A minha civilização, herdeira de Deus, fez assim da caridade uma dádiva ao Homem através do individuo.

Compreendo
agora a significação profunda da humildade que se exige ao indivíduo.
Não vinha rebaixá-lo, mas elevá-lo. Vinha esclarecer-lhe o seu papel de
Embaixador. Da mesma maneira que o obrigava a respeitar Deus na pessoa
dos outros, obrigava-o também a respeitá-lo em si próprio, a
converter-se em mensageiro de Deus, em caminho de Deus. Impunha-lhe a
obrigação de se esquecer de si próprio para se tornar maior porque, se
o indivíduo se exalta na própria importância, em breve o caminho se
converte em parede.

A minha civilização, herdeira de Deus,
pregou também o respeito de si próprio, isto é, o respeito do homem
através da própria pessoa.


Compreendo finalmente o motivo
que levou o amor de Deus a instruir os homens responsáveis uns para com
os outros e a impor-lhes a esperança como uma virtude.
Uma vez que
erigia cada um deles em Embaixador do próprio Deus, nas mãos de cada um
deles repousava a salvação de todos.

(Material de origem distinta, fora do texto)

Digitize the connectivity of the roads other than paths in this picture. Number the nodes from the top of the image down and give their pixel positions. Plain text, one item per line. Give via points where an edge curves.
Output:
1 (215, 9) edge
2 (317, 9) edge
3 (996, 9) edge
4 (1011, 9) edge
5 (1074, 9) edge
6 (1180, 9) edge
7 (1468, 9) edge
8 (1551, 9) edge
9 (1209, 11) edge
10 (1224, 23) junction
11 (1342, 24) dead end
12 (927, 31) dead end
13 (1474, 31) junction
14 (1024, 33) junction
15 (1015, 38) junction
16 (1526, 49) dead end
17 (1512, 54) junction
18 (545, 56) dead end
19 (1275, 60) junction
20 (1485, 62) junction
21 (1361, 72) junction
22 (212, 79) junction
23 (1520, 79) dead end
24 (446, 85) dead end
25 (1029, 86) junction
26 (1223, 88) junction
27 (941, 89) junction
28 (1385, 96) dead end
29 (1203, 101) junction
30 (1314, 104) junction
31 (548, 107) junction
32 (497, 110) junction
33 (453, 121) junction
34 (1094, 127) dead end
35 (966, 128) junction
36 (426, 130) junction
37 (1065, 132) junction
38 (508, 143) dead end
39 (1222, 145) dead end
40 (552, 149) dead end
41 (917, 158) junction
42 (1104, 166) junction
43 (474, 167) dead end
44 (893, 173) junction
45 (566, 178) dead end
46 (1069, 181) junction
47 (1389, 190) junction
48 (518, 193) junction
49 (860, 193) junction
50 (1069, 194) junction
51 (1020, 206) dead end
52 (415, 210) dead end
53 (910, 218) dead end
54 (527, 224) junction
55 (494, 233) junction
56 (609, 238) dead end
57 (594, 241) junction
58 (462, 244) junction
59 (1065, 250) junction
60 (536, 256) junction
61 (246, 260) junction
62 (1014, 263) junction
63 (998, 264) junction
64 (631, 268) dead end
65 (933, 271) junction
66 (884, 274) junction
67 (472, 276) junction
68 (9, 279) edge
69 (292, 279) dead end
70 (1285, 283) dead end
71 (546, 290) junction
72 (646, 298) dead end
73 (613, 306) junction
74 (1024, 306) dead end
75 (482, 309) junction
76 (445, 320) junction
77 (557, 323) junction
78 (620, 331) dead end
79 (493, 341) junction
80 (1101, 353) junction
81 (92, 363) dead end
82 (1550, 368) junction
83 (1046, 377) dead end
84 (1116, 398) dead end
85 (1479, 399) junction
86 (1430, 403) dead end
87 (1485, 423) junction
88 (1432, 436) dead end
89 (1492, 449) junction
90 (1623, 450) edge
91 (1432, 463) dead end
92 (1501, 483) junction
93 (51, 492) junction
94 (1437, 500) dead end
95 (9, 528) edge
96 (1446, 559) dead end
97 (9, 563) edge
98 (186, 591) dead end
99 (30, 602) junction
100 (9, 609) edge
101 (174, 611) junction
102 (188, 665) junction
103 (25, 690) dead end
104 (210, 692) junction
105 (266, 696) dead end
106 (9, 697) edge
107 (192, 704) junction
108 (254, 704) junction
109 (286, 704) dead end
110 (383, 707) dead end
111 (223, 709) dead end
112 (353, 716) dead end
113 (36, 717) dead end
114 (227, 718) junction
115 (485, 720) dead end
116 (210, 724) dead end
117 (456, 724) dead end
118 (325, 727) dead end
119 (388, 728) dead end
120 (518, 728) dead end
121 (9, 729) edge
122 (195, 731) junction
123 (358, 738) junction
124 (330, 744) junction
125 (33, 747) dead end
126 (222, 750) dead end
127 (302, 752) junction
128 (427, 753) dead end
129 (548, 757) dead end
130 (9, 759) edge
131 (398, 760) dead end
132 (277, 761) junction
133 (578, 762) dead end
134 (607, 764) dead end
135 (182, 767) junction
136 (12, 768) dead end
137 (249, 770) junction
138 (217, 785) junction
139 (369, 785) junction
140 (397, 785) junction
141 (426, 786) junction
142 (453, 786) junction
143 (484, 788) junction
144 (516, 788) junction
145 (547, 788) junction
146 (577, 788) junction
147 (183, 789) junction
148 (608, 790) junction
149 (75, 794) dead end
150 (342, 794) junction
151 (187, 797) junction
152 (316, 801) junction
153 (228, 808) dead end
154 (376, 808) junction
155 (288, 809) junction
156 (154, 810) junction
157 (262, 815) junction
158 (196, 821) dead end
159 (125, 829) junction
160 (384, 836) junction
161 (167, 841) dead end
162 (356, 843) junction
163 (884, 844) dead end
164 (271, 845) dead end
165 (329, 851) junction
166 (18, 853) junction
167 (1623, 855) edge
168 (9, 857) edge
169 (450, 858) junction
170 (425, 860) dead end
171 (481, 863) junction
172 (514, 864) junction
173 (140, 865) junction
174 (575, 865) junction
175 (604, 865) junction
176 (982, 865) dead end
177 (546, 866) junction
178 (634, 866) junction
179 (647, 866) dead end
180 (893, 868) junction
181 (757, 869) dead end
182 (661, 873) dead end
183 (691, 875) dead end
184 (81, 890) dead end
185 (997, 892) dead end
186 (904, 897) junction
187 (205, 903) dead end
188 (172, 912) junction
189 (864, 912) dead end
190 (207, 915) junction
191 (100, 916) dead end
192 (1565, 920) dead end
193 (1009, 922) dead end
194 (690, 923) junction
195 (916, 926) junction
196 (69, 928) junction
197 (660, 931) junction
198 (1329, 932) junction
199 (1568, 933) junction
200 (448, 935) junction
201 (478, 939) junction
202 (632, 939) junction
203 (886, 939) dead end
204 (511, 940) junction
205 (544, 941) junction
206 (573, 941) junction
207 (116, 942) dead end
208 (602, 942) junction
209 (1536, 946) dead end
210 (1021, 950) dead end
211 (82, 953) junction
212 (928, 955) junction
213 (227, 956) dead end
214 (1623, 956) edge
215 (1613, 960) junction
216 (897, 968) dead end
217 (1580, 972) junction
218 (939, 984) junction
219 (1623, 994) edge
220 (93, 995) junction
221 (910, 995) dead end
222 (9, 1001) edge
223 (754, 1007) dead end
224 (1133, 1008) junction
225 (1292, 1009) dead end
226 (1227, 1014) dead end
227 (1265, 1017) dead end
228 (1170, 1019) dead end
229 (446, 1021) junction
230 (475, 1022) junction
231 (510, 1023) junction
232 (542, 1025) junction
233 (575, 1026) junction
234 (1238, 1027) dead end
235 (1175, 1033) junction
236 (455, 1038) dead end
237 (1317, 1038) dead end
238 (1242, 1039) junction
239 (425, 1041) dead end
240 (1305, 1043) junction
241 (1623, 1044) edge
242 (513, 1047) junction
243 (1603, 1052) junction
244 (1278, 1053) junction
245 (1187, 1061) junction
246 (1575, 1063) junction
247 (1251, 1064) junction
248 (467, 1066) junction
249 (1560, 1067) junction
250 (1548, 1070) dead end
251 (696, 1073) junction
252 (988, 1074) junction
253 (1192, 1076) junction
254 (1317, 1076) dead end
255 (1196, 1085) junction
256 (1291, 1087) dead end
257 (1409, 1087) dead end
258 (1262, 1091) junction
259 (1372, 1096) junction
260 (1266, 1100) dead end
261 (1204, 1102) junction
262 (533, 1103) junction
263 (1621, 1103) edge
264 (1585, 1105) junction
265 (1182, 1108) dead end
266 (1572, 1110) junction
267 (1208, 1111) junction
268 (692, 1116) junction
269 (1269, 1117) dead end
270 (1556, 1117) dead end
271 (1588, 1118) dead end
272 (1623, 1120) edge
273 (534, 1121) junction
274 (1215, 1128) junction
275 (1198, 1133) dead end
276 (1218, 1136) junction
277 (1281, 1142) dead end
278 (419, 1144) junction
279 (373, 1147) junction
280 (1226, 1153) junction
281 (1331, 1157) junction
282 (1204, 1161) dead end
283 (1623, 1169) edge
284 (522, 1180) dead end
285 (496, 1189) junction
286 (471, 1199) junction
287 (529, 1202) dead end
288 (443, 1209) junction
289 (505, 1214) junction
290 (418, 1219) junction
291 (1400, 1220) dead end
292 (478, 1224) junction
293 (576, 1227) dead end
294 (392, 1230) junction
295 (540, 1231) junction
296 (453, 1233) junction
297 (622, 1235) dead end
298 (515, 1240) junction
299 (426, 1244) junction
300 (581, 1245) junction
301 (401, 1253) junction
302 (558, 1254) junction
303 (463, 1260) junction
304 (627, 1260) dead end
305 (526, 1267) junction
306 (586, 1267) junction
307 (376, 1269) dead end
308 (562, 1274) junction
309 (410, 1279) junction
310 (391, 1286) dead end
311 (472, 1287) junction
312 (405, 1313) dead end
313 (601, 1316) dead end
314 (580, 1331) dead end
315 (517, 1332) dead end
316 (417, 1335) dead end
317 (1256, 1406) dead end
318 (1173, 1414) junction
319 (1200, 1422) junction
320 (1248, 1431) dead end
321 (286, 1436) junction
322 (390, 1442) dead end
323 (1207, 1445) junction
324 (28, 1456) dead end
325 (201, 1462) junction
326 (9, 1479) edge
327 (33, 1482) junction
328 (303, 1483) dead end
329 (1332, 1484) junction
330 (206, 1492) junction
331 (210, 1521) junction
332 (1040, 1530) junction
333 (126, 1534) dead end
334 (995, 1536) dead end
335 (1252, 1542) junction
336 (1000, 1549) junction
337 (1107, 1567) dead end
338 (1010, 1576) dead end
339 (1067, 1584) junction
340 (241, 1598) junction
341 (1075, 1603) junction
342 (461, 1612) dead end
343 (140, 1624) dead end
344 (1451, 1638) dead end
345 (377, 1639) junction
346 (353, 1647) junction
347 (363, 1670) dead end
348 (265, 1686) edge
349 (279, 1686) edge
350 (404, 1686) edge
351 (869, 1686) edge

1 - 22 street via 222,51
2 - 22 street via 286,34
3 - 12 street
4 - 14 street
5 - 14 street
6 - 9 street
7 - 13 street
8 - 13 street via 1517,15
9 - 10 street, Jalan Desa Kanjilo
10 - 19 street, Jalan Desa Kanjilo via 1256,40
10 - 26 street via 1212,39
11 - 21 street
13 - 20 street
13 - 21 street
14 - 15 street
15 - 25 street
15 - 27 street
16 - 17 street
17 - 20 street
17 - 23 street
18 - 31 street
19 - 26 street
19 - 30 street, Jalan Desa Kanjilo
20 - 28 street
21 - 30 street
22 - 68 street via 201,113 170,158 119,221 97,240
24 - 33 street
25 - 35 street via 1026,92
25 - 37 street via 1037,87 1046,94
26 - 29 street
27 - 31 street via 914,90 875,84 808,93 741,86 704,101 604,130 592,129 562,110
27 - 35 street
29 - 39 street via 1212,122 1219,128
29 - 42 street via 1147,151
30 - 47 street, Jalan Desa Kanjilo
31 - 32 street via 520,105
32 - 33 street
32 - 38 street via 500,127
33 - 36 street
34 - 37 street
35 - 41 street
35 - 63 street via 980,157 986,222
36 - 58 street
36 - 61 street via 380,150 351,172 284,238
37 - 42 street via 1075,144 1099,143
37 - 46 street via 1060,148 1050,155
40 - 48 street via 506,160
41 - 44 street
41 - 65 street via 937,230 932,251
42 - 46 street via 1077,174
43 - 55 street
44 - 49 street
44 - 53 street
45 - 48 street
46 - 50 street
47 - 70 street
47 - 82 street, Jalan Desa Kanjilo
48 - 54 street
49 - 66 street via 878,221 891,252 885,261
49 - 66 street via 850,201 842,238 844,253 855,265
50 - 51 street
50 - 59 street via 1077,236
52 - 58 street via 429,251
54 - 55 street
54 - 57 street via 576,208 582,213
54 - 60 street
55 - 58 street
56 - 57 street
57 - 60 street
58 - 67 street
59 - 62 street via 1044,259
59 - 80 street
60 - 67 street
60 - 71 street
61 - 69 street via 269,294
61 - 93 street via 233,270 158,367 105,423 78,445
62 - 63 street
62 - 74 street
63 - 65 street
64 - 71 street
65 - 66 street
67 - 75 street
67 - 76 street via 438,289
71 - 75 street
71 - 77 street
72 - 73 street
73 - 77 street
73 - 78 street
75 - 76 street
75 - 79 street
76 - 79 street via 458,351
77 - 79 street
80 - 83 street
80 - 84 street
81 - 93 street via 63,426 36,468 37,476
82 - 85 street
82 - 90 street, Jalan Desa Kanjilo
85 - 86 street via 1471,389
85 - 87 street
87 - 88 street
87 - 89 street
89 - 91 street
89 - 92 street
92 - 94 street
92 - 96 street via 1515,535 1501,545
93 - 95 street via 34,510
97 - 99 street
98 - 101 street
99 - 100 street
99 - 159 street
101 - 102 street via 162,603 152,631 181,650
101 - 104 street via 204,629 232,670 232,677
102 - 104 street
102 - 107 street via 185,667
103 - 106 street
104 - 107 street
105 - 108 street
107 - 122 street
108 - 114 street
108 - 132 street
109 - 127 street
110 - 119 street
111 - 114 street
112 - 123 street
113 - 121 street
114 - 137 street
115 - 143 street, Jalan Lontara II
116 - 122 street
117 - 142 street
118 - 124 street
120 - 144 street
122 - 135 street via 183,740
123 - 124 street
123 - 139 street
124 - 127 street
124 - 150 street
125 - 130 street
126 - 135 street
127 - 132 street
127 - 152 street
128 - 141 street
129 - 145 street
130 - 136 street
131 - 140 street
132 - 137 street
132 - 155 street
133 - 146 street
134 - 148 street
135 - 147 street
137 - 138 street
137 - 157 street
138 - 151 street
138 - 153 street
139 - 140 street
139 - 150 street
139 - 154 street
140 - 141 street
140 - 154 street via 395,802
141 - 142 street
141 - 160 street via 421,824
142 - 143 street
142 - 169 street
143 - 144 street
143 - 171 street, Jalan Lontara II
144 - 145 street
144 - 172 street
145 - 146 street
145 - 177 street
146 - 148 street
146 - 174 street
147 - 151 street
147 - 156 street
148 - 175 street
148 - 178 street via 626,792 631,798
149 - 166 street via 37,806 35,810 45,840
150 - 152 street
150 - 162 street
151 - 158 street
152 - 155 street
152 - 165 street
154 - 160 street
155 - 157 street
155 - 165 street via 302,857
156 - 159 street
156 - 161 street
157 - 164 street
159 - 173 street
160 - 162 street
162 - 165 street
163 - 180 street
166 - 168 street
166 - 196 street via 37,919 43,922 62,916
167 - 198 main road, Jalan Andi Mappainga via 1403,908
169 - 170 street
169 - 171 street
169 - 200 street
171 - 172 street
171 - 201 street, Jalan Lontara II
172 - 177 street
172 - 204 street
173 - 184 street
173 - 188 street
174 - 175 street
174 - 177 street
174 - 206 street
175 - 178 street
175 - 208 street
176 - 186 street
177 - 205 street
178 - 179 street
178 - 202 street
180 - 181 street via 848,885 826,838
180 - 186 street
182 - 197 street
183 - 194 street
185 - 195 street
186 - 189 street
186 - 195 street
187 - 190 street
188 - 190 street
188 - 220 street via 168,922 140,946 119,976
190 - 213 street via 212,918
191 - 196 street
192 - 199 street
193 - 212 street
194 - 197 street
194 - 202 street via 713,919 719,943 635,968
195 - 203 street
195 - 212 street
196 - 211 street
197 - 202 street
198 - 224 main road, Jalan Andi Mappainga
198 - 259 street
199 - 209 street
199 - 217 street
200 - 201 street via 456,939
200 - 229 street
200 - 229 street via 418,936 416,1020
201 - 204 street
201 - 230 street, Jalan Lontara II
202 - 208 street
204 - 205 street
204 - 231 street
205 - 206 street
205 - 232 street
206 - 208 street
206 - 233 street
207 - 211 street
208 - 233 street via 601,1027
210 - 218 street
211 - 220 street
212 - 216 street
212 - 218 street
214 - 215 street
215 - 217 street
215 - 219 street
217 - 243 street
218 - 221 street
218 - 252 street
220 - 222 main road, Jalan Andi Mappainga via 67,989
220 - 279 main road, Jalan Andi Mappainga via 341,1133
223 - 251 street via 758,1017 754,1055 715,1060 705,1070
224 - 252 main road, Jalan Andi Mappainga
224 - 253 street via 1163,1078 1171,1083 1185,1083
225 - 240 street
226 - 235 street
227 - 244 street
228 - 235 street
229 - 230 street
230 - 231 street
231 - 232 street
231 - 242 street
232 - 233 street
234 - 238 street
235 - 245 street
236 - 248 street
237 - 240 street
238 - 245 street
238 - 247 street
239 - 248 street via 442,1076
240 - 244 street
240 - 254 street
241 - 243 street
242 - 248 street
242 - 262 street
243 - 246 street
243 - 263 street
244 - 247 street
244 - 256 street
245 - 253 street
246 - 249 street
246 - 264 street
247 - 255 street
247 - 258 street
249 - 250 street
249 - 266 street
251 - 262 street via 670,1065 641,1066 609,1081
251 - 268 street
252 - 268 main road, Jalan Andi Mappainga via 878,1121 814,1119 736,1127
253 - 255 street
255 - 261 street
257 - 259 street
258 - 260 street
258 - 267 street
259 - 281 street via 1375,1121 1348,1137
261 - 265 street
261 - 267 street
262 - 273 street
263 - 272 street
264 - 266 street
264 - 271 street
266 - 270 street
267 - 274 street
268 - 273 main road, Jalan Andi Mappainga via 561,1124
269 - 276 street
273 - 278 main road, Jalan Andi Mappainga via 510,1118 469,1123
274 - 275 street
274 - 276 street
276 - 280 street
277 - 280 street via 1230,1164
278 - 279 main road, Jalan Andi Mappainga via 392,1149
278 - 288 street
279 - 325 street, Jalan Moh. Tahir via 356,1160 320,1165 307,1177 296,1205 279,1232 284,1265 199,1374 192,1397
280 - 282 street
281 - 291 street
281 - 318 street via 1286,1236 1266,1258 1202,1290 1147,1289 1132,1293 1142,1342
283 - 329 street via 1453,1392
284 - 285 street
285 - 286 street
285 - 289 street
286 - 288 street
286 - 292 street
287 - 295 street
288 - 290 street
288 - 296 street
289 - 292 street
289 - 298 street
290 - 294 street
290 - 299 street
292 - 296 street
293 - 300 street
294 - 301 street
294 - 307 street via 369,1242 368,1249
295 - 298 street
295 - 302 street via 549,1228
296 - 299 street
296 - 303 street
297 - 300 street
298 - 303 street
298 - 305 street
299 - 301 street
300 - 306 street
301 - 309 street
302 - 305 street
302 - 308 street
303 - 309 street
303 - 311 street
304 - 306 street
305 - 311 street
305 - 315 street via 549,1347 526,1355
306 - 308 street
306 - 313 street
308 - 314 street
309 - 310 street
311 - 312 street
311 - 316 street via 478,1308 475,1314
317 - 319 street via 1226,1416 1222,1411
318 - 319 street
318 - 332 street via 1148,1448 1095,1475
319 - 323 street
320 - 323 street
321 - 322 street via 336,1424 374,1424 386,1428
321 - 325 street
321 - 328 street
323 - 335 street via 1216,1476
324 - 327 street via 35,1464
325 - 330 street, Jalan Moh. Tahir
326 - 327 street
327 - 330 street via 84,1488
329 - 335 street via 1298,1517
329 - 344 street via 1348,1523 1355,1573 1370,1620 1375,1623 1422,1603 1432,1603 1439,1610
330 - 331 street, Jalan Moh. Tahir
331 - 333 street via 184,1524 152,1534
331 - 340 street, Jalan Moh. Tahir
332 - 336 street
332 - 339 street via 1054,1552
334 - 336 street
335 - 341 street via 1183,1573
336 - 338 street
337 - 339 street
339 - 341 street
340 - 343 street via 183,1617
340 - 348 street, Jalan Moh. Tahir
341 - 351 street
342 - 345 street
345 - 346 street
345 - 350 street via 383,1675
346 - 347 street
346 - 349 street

Ninguém tinha o direito de
desesperar porque era um mensageiro superior a si mesmo. O desespero
significa renegar Deus em si mesmo. O dever da esperança poderia
traduzir-se por: “Julgas-te assim tão importante? Que fatuidade se
desprende do teu desespero!”.

A minha civilização, herdeira de
Deus, tornou cada homem responsável por todos os homens e todos os
homens responsáveis por cada homem. Um indivíduo tem o dever de se
sacrificar para salvar uma coletividade, mas não estamos perante uma
aritmética imbecil. Temos diante de nós o respeito do Homem através do
indivíduo. Realmente, a grandeza da minha civilização reside em que cem
mineiros têm o dever de arriscar a vida para salvar um único mineiro
que ficou sepultado. Estão a salvar o homem.

Compreendo
nitidamente, a esta luz, o que a liberdade significa. É a liberdade de
uma árvore que cresce no polígono de forças da sua semente. É clima da
ascensão do Homem. É semelhante a um vento favorável. Só graças ao
vento os veleiros são livres no alto mar.

Um homem construído
desta maneira disporia do poder da árvore. Que espaço não cobriria com
as suas raízes! Que massa humana não absorveria para fazer desabrochar
o sol.



SAINT EXUPÉRY, Antoine de. Piloto de Guerra, Trad.Ruy Belo, Lisboa: Editorial Áster. p.197-203.